Olive’s mother drinking coffee in Olive’s childhood home:

yellow flowered tablecloth

hands clasped around a blue coffee mug

her smile



“—and my point is, there’s always something. I think, as a species, we have a desire to believe that we’re living at the climax of the story. It’s a kind of narcissism. We want to believe that we’re uniquely important, that we’re living at the end of history, that now, after all these millennia of false alarms, now is finally the worst that it’s ever been, that finally we have reached the end of the world.”


In a world that no longer exists but whose exact end date is unclear,

Captain George Vancouver stands on the deck of the HMS Discovery,

gazing anxiously out at a landscape with no people in it



“But all of this raises an interesting question,” Olive said. “What if it always is the end of the world?”
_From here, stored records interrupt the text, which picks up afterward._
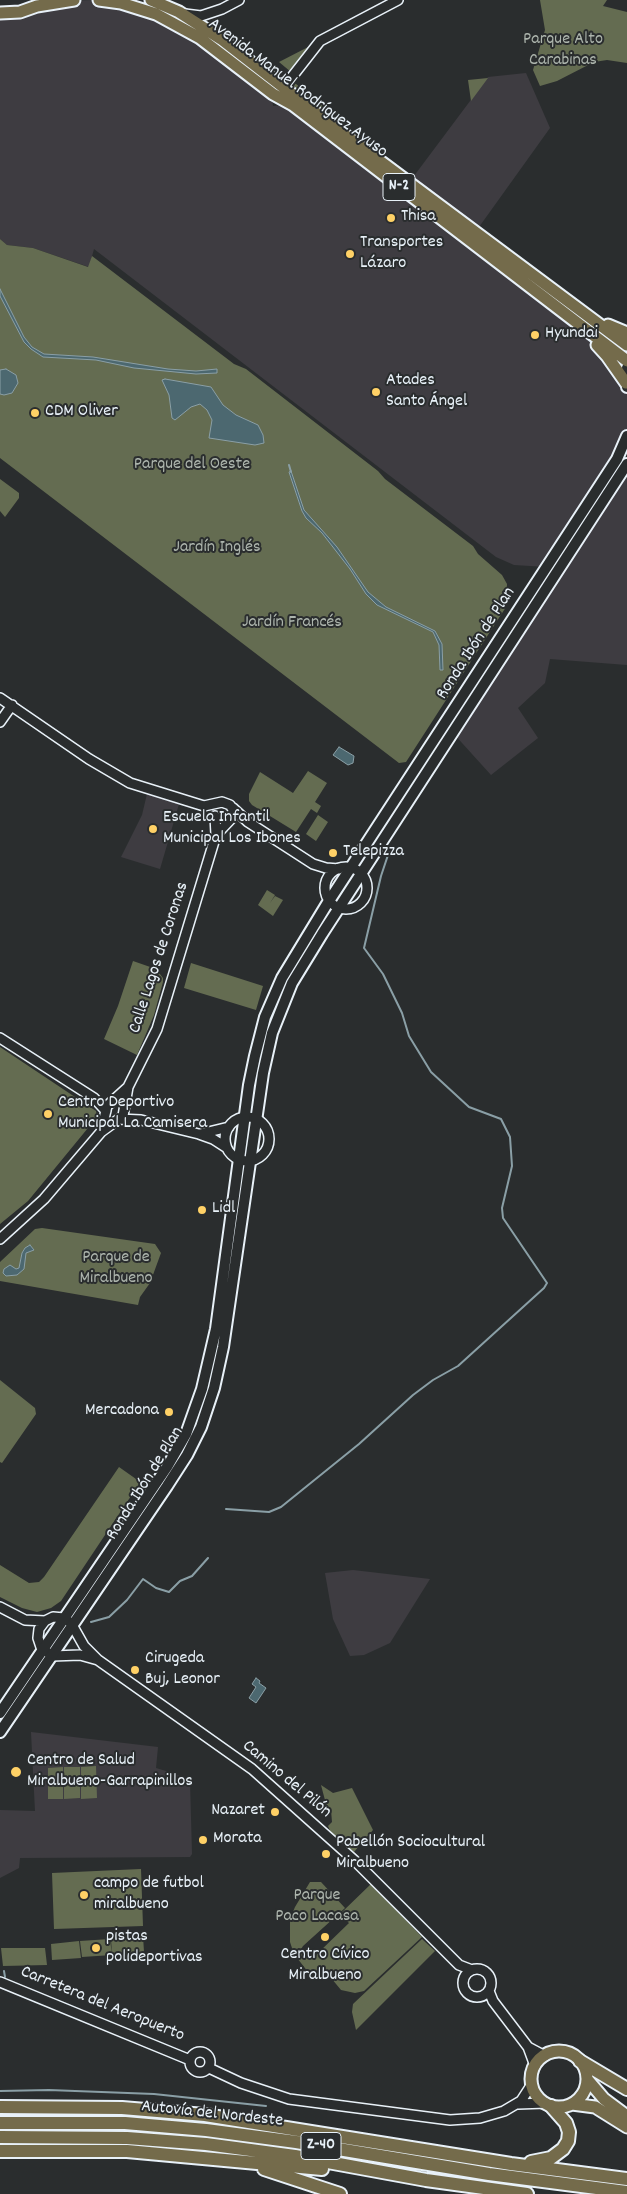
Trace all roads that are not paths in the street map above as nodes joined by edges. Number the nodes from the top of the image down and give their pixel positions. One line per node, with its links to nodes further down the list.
1 (74, 0): 6 (highway)
2 (99, 0): 9 (highway, Avenida Manuel Rodríguez Ayuso / N-2)
3 (152, 0): 7 (highway, Avenida Manuel Rodríguez Ayuso / N-2)
4 (239, 0): 7 (street)
5 (398, 0): 10 (street)
6 (40, 3): 8 (highway)
7 (179, 12): 10 (highway, Avenida Manuel Rodríguez Ayuso / N-2)
8 (0, 13)
9 (214, 48): 10 (highway); 12 (highway, Avenida Manuel Rodríguez Ayuso / N-2)
10 (284, 87): 11 (highway, Avenida Manuel Rodríguez Ayuso / N-2)
11 (590, 318): 13 (highway); 14 (highway, Avenida Manuel Rodríguez Ayuso / N-2)
12 (576, 324): 15 (highway, Avenida Manuel Rodríguez Ayuso); 17 (highway)
13 (627, 333)
14 (627, 345)
15 (627, 361)
16 (627, 368): 17 (main road)
17 (627, 385)
18 (627, 436): 31 (main road, Ronda Ibón de Plan)
19 (627, 464): 33 (main road, Ronda Ibón de Plan)
20 (0, 698): 21 (street)
21 (12, 705): 22 (street); 24 (street)
22 (0, 722)
23 (219, 804): 24 (street); 25 (street); 26 (street)
24 (204, 806): 26 (street)
25 (233, 808): 27 (street); 28 (street)
26 (215, 815): 27 (street); 29 (street, Calle Lagos de Coronas)
27 (229, 821): 28 (street); 29 (street, Calle Lagos de Coronas)
28 (248, 822): 30 (street)
29 (216, 835): 38 (street, Calle Lagos de Coronas)
30 (313, 864): 32 (street); 34 (street)
31 (351, 868): 32 (street); 33 (street); 35 (main road, Ronda Ibón de Plan)
32 (339, 869): 34 (street)
33 (361, 874): 36 (main road, Ronda Ibón de Plan); 36 (street)
34 (326, 887): 35 (street)
35 (330, 900): 36 (street); 42 (main road, Ronda Ibón de Plan)
36 (340, 908): 45 (main road, Ronda Ibón de Plan)
37 (0, 1038): 41 (street)
38 (128, 1087): 39 (street, Calle Lagos de Coronas); 40 (street, Calle Lagos de Coronas)
39 (114, 1100): 40 (street); 41 (street)
40 (125, 1107): 43 (street); 44 (street)
41 (106, 1111): 43 (street); 47 (street)
42 (244, 1118): 45 (street); 46 (street); 50 (main road, Ronda Ibón de Plan)
43 (118, 1119): 44 (street); 47 (street)
44 (141, 1120): 48 (street)
45 (256, 1120): 51 (main road, Ronda Ibón de Plan); 51 (street)
46 (229, 1127): 48 (street); 49 (street)
47 (101, 1132): 52 (street)
48 (200, 1134): 49 (street)
49 (227, 1148): 50 (street)
50 (238, 1160): 51 (street); 54 (main road, Ronda Ibón de Plan)
51 (250, 1161): 57 (main road, Ronda Ibón de Plan)
52 (0, 1239)
53 (0, 1607): 55 (street)
54 (64, 1618): 56 (street); 57 (street, Camino del Pilón); 60 (main road, Ronda Ibón de Plan)
55 (25, 1620): 56 (street); 59 (street)
56 (45, 1621): 59 (street)
57 (73, 1625): 58 (street, Camino del Pilón); 62 (main road, Ronda Ibón de Plan)
58 (78, 1637): 61 (street); 63 (street, Camino del Pilón)
59 (38, 1638): 60 (street)
60 (43, 1650): 62 (street); 64 (main road, Ronda Ibón de Plan)
61 (67, 1655): 62 (street, Camino del Pilón); 63 (street, Camino del Pilón)
62 (52, 1656): 65 (main road, Ronda Ibón de Plan)
63 (98, 1660): 66 (street, Camino del Pilón)
64 (0, 1713)
65 (0, 1732)
66 (459, 1964): 67 (street, Camino del Pilón); 68 (street, Camino del Pilón)
67 (472, 1970): 68 (street); 70 (street)
68 (464, 1977): 70 (street)
69 (0, 1982): 73 (street, Carretera del Aeropuerto)
70 (486, 1994): 71 (street)
71 (528, 2047): 72 (street); 75 (street)
72 (545, 2056): 74 (highway); 75 (highway)
73 (190, 2060): 76 (street, Carretera del Aeropuerto); 76 (street, Carretera del Aeropuerto)
74 (580, 2061): 77 (highway); 79 (highway)
75 (535, 2066): 78 (highway)
76 (209, 2068): 80 (street, Carretera del Aeropuerto)
77 (587, 2079): 81 (highway); 85 (highway)
78 (532, 2084): 80 (street, Carretera del Aeropuerto); 82 (highway)
79 (627, 2090)
80 (517, 2104): 82 (street, Carretera del Aeropuerto)
81 (572, 2104): 82 (highway); 85 (highway)
82 (549, 2105): 88 (highway)
83 (0, 2107): 88 (highway)
84 (0, 2123): 92 (highway, Autovía del Nordeste / Z-40)
85 (626, 2123)
86 (0, 2137): 91 (highway, Autovía del Nordeste / Z-40)
87 (0, 2151): 89 (highway)
88 (500, 2161): 90 (highway)
89 (232, 2162): 91 (highway); 93 (highway)
90 (627, 2179)
91 (426, 2180): 94 (highway, Autovía del Nordeste / Z-40)
92 (627, 2192)
93 (340, 2194)
94 (527, 2194)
She paused for effect. Before her, the holographic audience was almost perfectly still. “Because we might reasonably think of the end of the world,” Olive said, “as a continuous and never-ending process.”



* * *





An hour later, Olive removed her headset and was once again alone in her office. She wasn’t sure if she’d ever been so tired. She sat still for a while, absorbing the details of the physical world: the bookshelves, the framed drawings by Sylvie, the painting of a garden that her parents had given her as a wedding present, the odd piece of metal she’d once found on Earth that she’d hung on the wall because she loved the shape of it. She rose and went to the window to look out at the city. White street, white buildings, green trees, ambulance lights. It was midnight, and so the ambulances had no need of sirens. Lights flashed blue and red up the street and then receded.